Yesterday was the first day of school in my children’s district and I had a very excited couple of kids. They flew out of bed and into the clothes that they had laid out the night before and could hardly wait to shrug on their new backpacks and get out the door. If only every school day was as exciting, right? Almost as eagerly, I paced the yard waiting for them to hop off the bus at the end of the day, snapping pictures like the paparazzi.
How was your day? Did you have fun? What was the coolest thing you learned? Who did you sit by at lunch?
Yeah, I had a million questions, maybe a million and one. My kids put up with my interrogation good-naturedly before eating a snack about as big as a meal.
Even though I had a bunch of questions after their first day, there is one question that I make sure to ask repeatedly throughout the year, and it’s not a question for my kids, but for their teachers: Is there anything you need from me to help you in your classroom?
I ask this on the day before classes start when the kids take their school supplies to their classroom. I ask it every month or so to see if there is something running low or if there is a big project coming up where I could help with the preparation or be an extra set of hands in the classroom on a busy day.
Most of the time, the teachers smile and say they’ve got it under control, but every now and then they think seriously about it and say, “We’re going to be doing a project about wood – do you have any scraps at home that the kids could use?” or “We’re working on a reader’s theatre show and I’d love some help with the costumes!” Even helping to cut circles for a snowman craft can save a busy teacher some time.

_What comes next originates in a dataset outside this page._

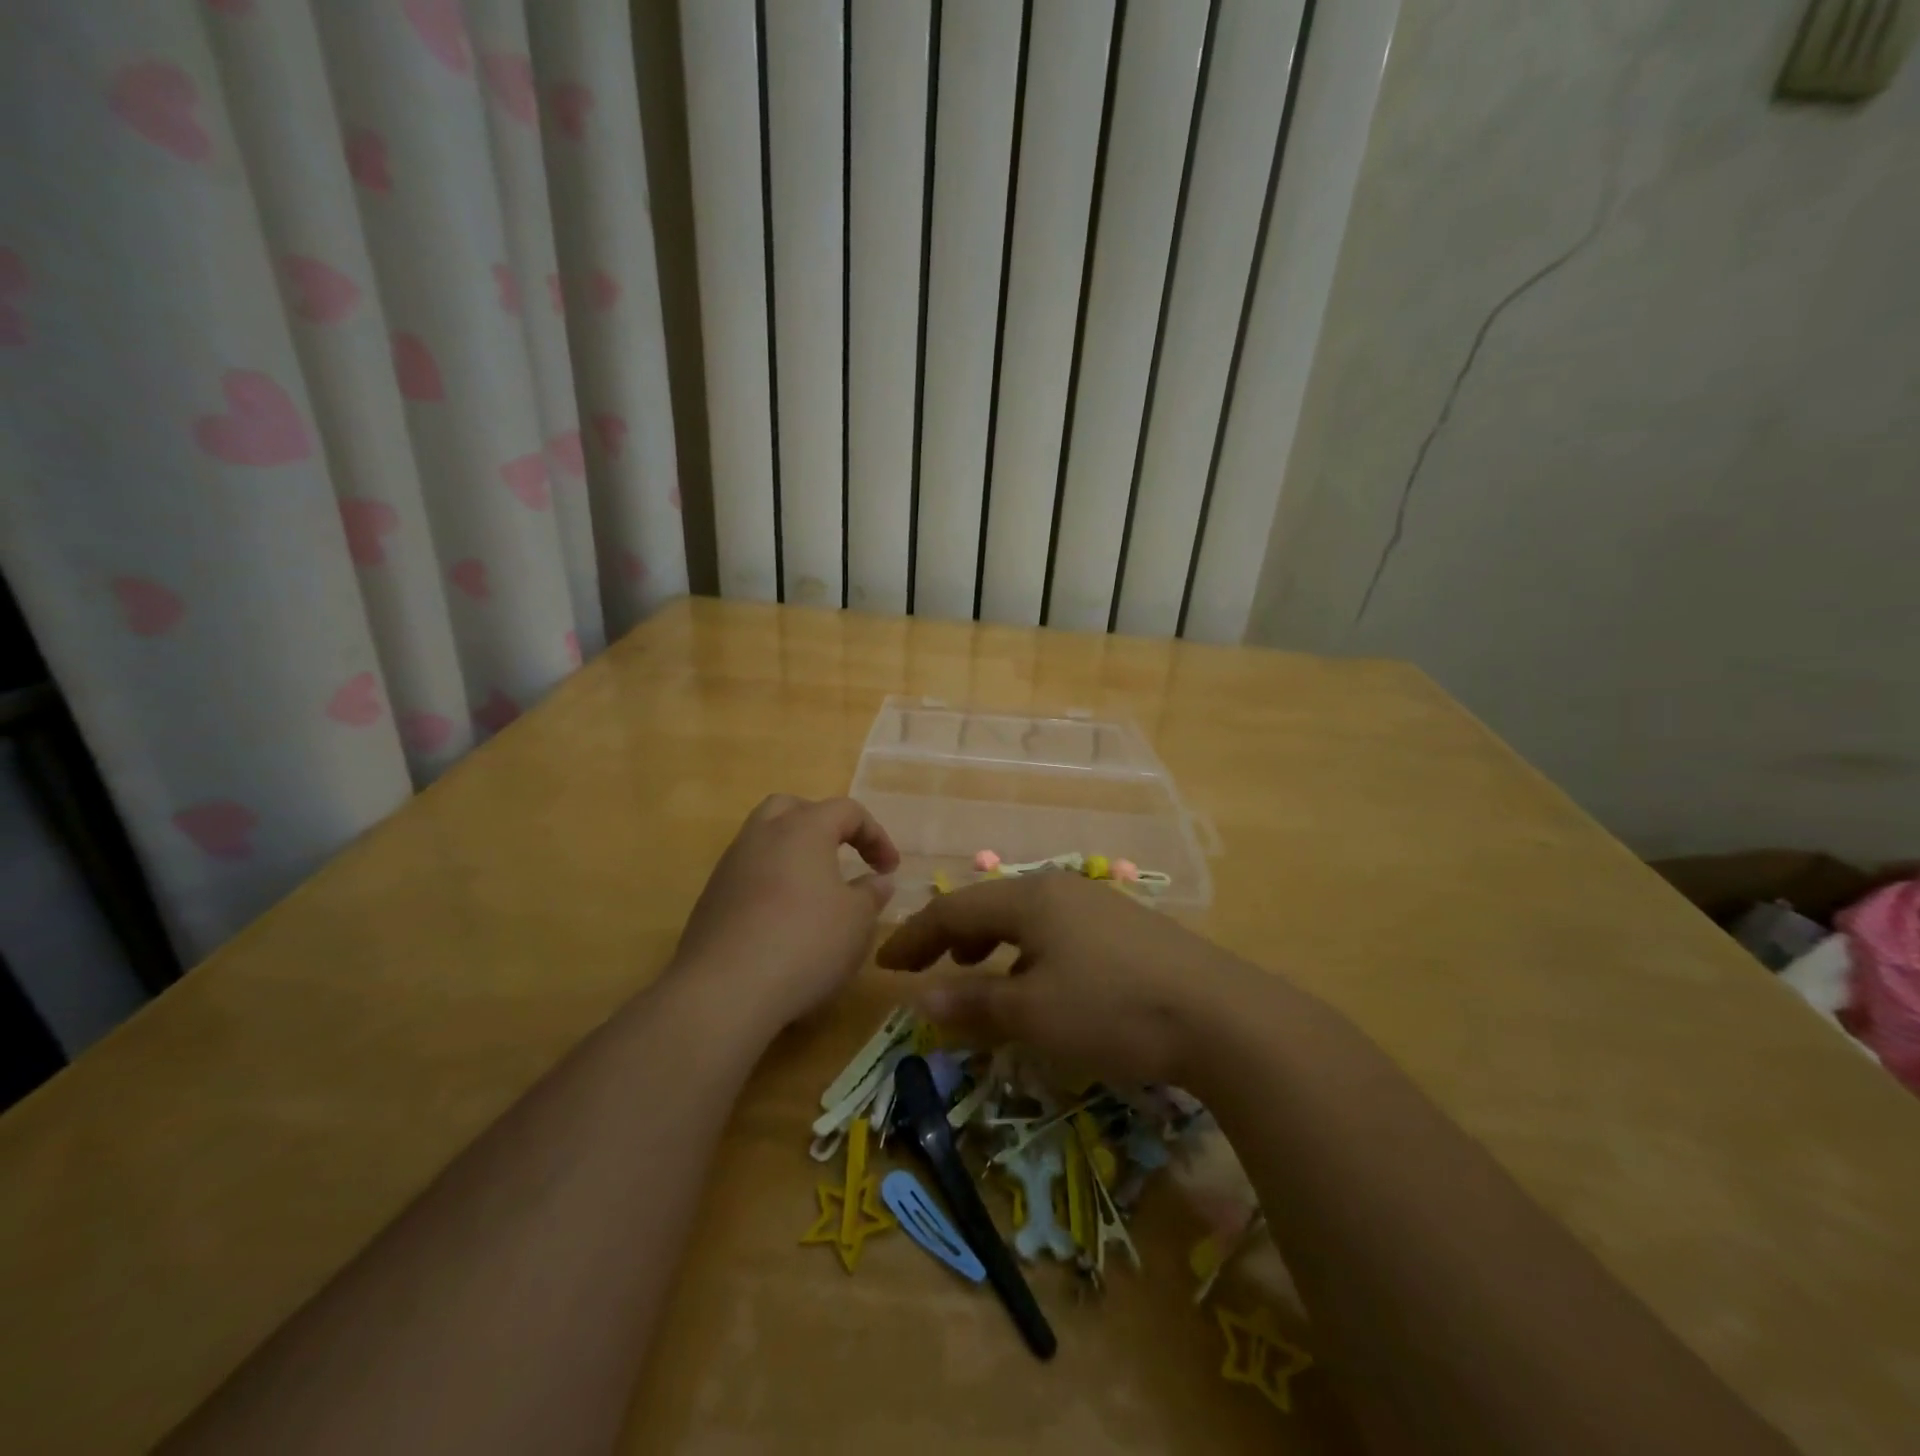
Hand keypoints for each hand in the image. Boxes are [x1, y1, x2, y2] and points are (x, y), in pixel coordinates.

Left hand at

Or buying an extra bottle of hand sanitizer and sending it during cold and flu season because, let’s face it, kids are germ factories.
The time commitment is small on my part, but it helps build goodwill for all of us – me, my student and his/her teacher. If I help during class time, I can see how my child interacts with his/her peers and his/her teacher. If I volunteer after class, I might be able to get a bit of one-on-one time with a person who is vital in my child’s success for the year.
I don’t use the time to pry details about how my kid is doing or to complain/question the teacher’s methods, but sometimes just being there can go a long way toward showing both my child and his/her teacher that I really am invested in how my student is doing. I care, and not in the general sense of “Well, yeah, of course I care how my kid is doing,” but in the sense of “I care how this classroom and all of the kids are doing.”
Of course this sort of flexible volunteering is really only possible because I’m working part-time at a place that values the relationship I have with my kids and their school. Parents who work full-time out of the house have a harder time just popping in to help, particularly if they need to save sick/vacation time to use to stay home with a sick child.
But there are things you can do – ask if there is prep work for upcoming projects, stuff you can do at home in the evening or over the weekend. Join the parent-teacher organization to help with fundraisers and enrichment activities for your child, often these meetings are in the evenings and there are some activities outside of work hours. Send supplies mid-way through the year: tissues, hand-sanitizer, new dry-erase markers, stuff that takes a beating at the sweaty little hands of our youngsters.
But I think the single most important thing you can do is to take a team approach to your child’s education. Work with the teacher to supplement classroom learning with home-based activities. Learning happens outside of school and part of being a parent is to reinforce what’s going on in your child’s classroom. Try to find a positive way to interact with the school and the teachers because your attitude is a huge influencer of your child’s success. And, above all, encourage your young learner to do their best and to enjoy something about school each day.